[Start of section]

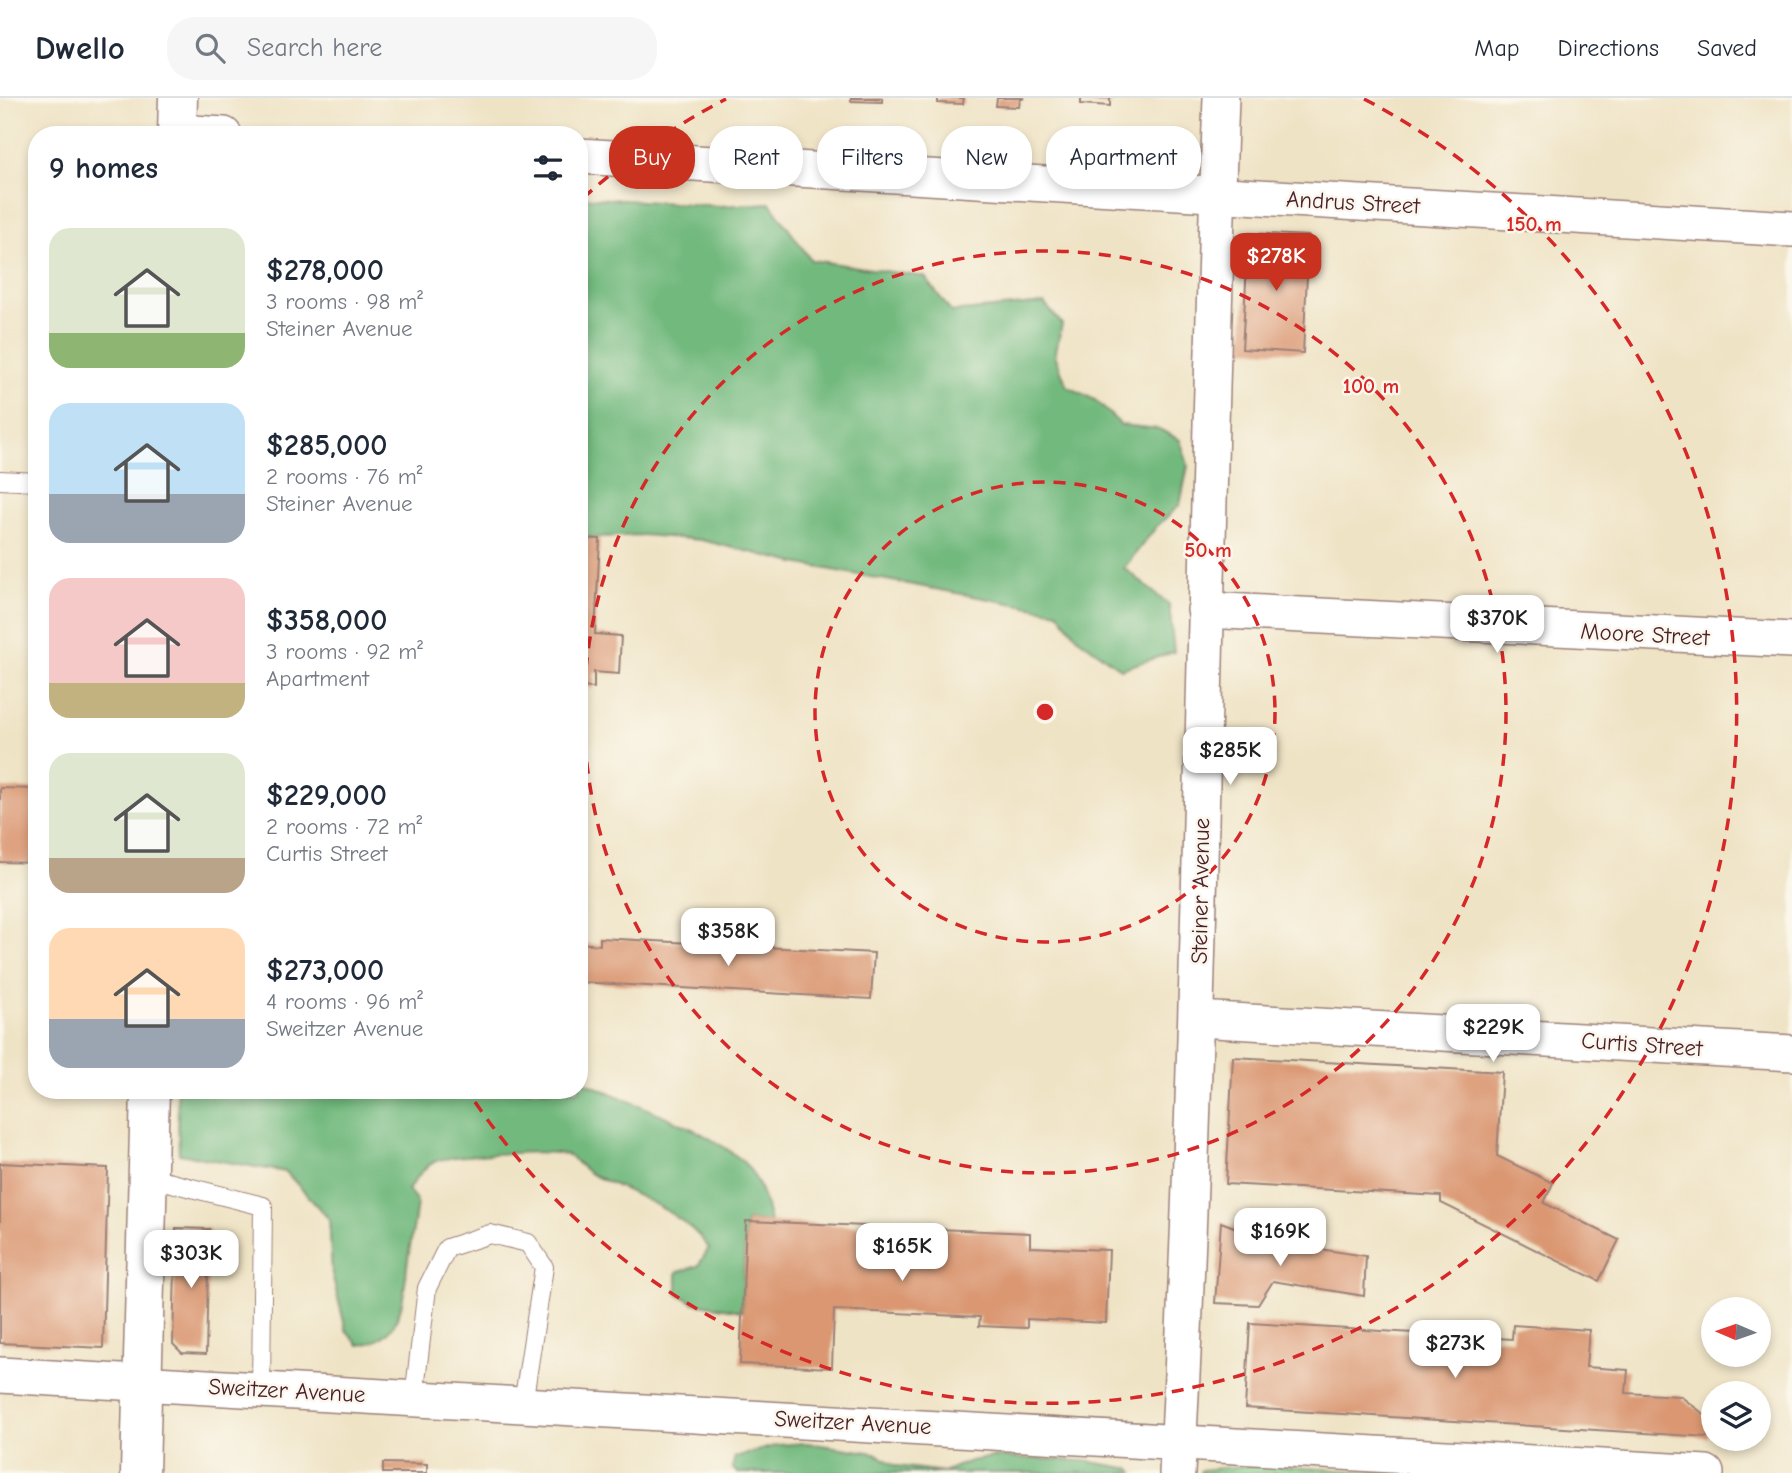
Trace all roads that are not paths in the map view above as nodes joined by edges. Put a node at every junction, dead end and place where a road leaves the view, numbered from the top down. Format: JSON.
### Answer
{"nodes":[{"id":1,"x":1221,"y":98,"type":"edge"},
{"id":2,"x":588,"y":157,"type":"edge"},
{"id":3,"x":1217,"y":195,"type":"junction"},
{"id":4,"x":1792,"y":229,"type":"edge"},
{"id":5,"x":0,"y":480,"type":"edge"},
{"id":6,"x":28,"y":482,"type":"edge"},
{"id":7,"x":1205,"y":610,"type":"junction"},
{"id":8,"x":1792,"y":640,"type":"edge"},
{"id":9,"x":1198,"y":1019,"type":"junction"},
{"id":10,"x":1792,"y":1053,"type":"edge"},
{"id":11,"x":150,"y":1099,"type":"edge"},
{"id":12,"x":148,"y":1177,"type":"junction"},
{"id":13,"x":0,"y":1375,"type":"edge"},
{"id":14,"x":142,"y":1382,"type":"junction"},
{"id":15,"x":261,"y":1389,"type":"junction"},
{"id":16,"x":414,"y":1398,"type":"junction"},
{"id":17,"x":523,"y":1404,"type":"junction"},
{"id":18,"x":1178,"y":1457,"type":"edge"},
{"id":19,"x":1522,"y":1467,"type":"edge"},
{"id":20,"x":140,"y":1473,"type":"edge"},
{"id":21,"x":1706,"y":1473,"type":"edge"}],
"edges":[{"from":1,"to":3,"type":"street","name":"Steiner Avenue"},
{"from":2,"to":3,"type":"street","name":"Andrus Street"},
{"from":3,"to":4,"type":"street","name":"Andrus Street"},
{"from":3,"to":7,"type":"street","name":"Steiner Avenue"},
{"from":5,"to":6,"type":"lane"},
{"from":7,"to":8,"type":"street","name":"Moore Street"},
{"from":7,"to":9,"type":"street","name":"Steiner Avenue"},
{"from":9,"to":10,"type":"street","name":"Curtis Street"},
{"from":9,"to":18,"type":"street","name":"Steiner Avenue"},
{"from":11,"to":12,"type":"street"},
{"from":12,"to":14,"type":"street"},
{"from":12,"to":15,"type":"lane"},
{"from":13,"to":14,"type":"street","name":"Sweitzer Avenue"},
{"from":14,"to":15,"type":"street","name":"Sweitzer Avenue"},
{"from":14,"to":20,"type":"street"},
{"from":15,"to":16,"type":"street","name":"Sweitzer Avenue"},
{"from":16,"to":17,"type":"street","name":"Sweitzer Avenue"},
{"from":16,"to":17,"type":"lane"},
{"from":17,"to":18,"type":"street","name":"Sweitzer Avenue"},
{"from":18,"to":19,"type":"street","name":"Sweitzer Avenue"},
{"from":19,"to":21,"type":"street","name":"Sweitzer Avenue"}]}
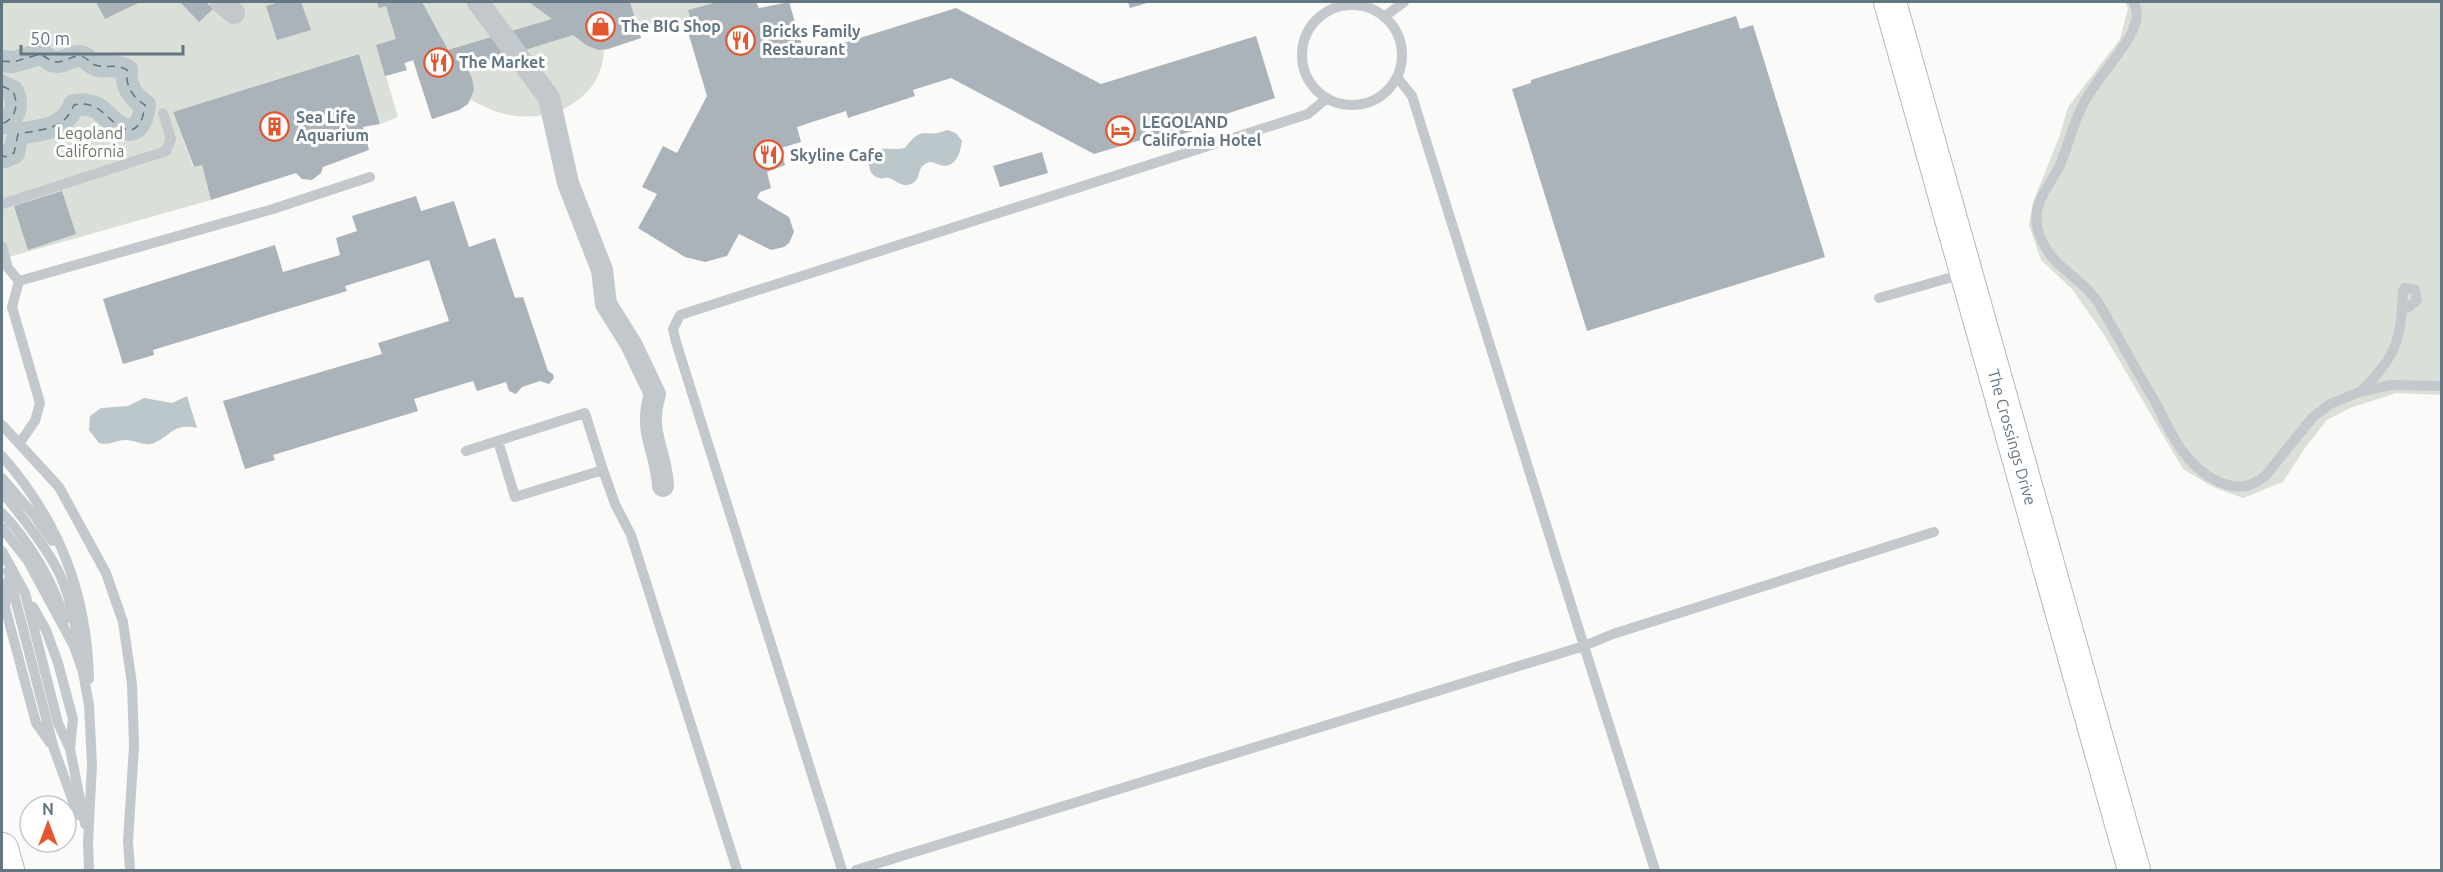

[End of section]

> _Requirement_
Print the material above once more, exactly, minus the pictures.

> _Problem solution_
Trace all roads that are not paths in the map view above as nodes joined by edges. Put a node at every junction, dead end and place where a road leaves the view, numbered from the top down. Format: JSON.
### Answer
{"nodes":[{"id":1,"x":1221,"y":98,"type":"edge"},
{"id":2,"x":588,"y":157,"type":"edge"},
{"id":3,"x":1217,"y":195,"type":"junction"},
{"id":4,"x":1792,"y":229,"type":"edge"},
{"id":5,"x":0,"y":480,"type":"edge"},
{"id":6,"x":28,"y":482,"type":"edge"},
{"id":7,"x":1205,"y":610,"type":"junction"},
{"id":8,"x":1792,"y":640,"type":"edge"},
{"id":9,"x":1198,"y":1019,"type":"junction"},
{"id":10,"x":1792,"y":1053,"type":"edge"},
{"id":11,"x":150,"y":1099,"type":"edge"},
{"id":12,"x":148,"y":1177,"type":"junction"},
{"id":13,"x":0,"y":1375,"type":"edge"},
{"id":14,"x":142,"y":1382,"type":"junction"},
{"id":15,"x":261,"y":1389,"type":"junction"},
{"id":16,"x":414,"y":1398,"type":"junction"},
{"id":17,"x":523,"y":1404,"type":"junction"},
{"id":18,"x":1178,"y":1457,"type":"edge"},
{"id":19,"x":1522,"y":1467,"type":"edge"},
{"id":20,"x":140,"y":1473,"type":"edge"},
{"id":21,"x":1706,"y":1473,"type":"edge"}],
"edges":[{"from":1,"to":3,"type":"street","name":"Steiner Avenue"},
{"from":2,"to":3,"type":"street","name":"Andrus Street"},
{"from":3,"to":4,"type":"street","name":"Andrus Street"},
{"from":3,"to":7,"type":"street","name":"Steiner Avenue"},
{"from":5,"to":6,"type":"lane"},
{"from":7,"to":8,"type":"street","name":"Moore Street"},
{"from":7,"to":9,"type":"street","name":"Steiner Avenue"},
{"from":9,"to":10,"type":"street","name":"Curtis Street"},
{"from":9,"to":18,"type":"street","name":"Steiner Avenue"},
{"from":11,"to":12,"type":"street"},
{"from":12,"to":14,"type":"street"},
{"from":12,"to":15,"type":"lane"},
{"from":13,"to":14,"type":"street","name":"Sweitzer Avenue"},
{"from":14,"to":15,"type":"street","name":"Sweitzer Avenue"},
{"from":14,"to":20,"type":"street"},
{"from":15,"to":16,"type":"street","name":"Sweitzer Avenue"},
{"from":16,"to":17,"type":"street","name":"Sweitzer Avenue"},
{"from":16,"to":17,"type":"lane"},
{"from":17,"to":18,"type":"street","name":"Sweitzer Avenue"},
{"from":18,"to":19,"type":"street","name":"Sweitzer Avenue"},
{"from":19,"to":21,"type":"street","name":"Sweitzer Avenue"}]}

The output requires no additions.